Published on : Friday, September 9, 2016
The 130-year-old Severn Tunnel will close for six weeks from Monday (12 September) to upgrade it in preparation for a fleet of brand new electric trains, which will result in more seats and faster, more reliable train journeys – all part of Network Rail’s Railway Upgrade Plan to provide a bigger, better railway for passengers.
South Wales Mainline passengers travelling on Great Western Railway (GWR) services are being reminded to plan their journeys ahead as services will be diverted between Swindon and Newport from Monday until Friday, 21 October, increasing journey times by approximately 35 minutes.
During the six week closure Network Rail’s orange army of 200 engineers will work day and night in the tunnel to install over eight miles of electrical equipment which will power a new fleet of electric trains in the future.
Andy Thomas, route managing director for Network Rail Wales, said: “Wales is open to passengers and freight traffic during this essential upgrade but we are urging people to plan their journey ahead.

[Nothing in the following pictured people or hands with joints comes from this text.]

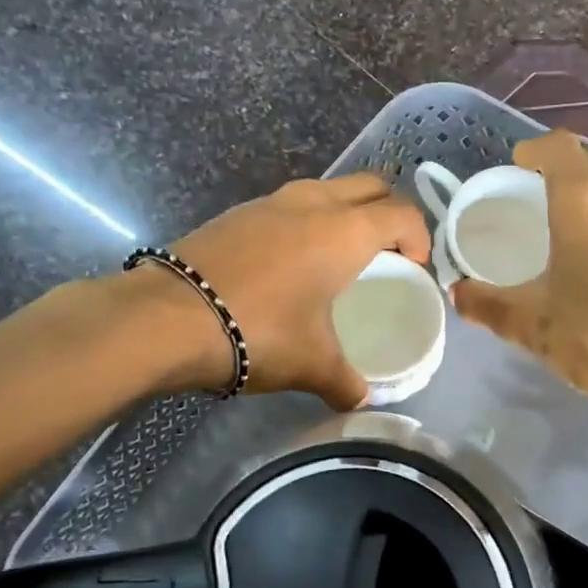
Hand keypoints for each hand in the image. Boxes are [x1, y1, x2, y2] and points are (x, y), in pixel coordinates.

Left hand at [165, 174, 432, 408]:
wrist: (167, 318)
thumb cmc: (259, 331)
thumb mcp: (312, 364)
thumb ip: (345, 382)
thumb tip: (360, 400)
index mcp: (345, 231)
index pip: (402, 213)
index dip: (419, 237)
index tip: (415, 269)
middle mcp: (313, 203)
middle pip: (369, 186)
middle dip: (388, 213)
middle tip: (387, 254)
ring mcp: (270, 202)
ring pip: (326, 190)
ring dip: (344, 213)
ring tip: (339, 257)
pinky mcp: (237, 212)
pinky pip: (288, 205)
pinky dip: (305, 222)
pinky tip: (289, 264)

“This iconic project marks a major milestone in the delivery of electric trains to Cardiff by 2019. There are significant long-term benefits including faster, greener, more frequent trains as well as boosting economic growth in South Wales thanks to better connectivity to and from London, a critical factor for attracting inward investment.
“We would like to thank passengers for their understanding and patience as we complete this essential upgrade.”

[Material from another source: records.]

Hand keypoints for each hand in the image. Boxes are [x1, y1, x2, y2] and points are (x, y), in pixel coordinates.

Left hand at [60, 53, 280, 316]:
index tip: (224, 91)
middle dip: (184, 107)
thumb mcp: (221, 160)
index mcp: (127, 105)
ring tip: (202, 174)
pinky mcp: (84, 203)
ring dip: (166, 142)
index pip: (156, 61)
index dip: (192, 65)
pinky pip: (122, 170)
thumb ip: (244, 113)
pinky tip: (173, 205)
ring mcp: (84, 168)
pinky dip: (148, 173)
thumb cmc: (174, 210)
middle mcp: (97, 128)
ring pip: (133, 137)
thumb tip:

GWR development manager, Wales, Mark Youngman said: “The electrification of the Severn Tunnel is a vital part in the modernisation of the railway between South Wales and London; and once complete will enable us to deliver more frequent services, more seats, and to reduce journey times into London from South Wales.
“We have been working closely with Network Rail and local authorities in Wales and along the route to make sure that we keep customers on trains wherever possible and provide the quickest, most convenient journey to their destination, minimising disruption as best we can.”
The scale of the engineering challenge and the extensive amount of machinery required to complete the essential upgrade work of the four mile long tunnel means that the closure is unavoidable.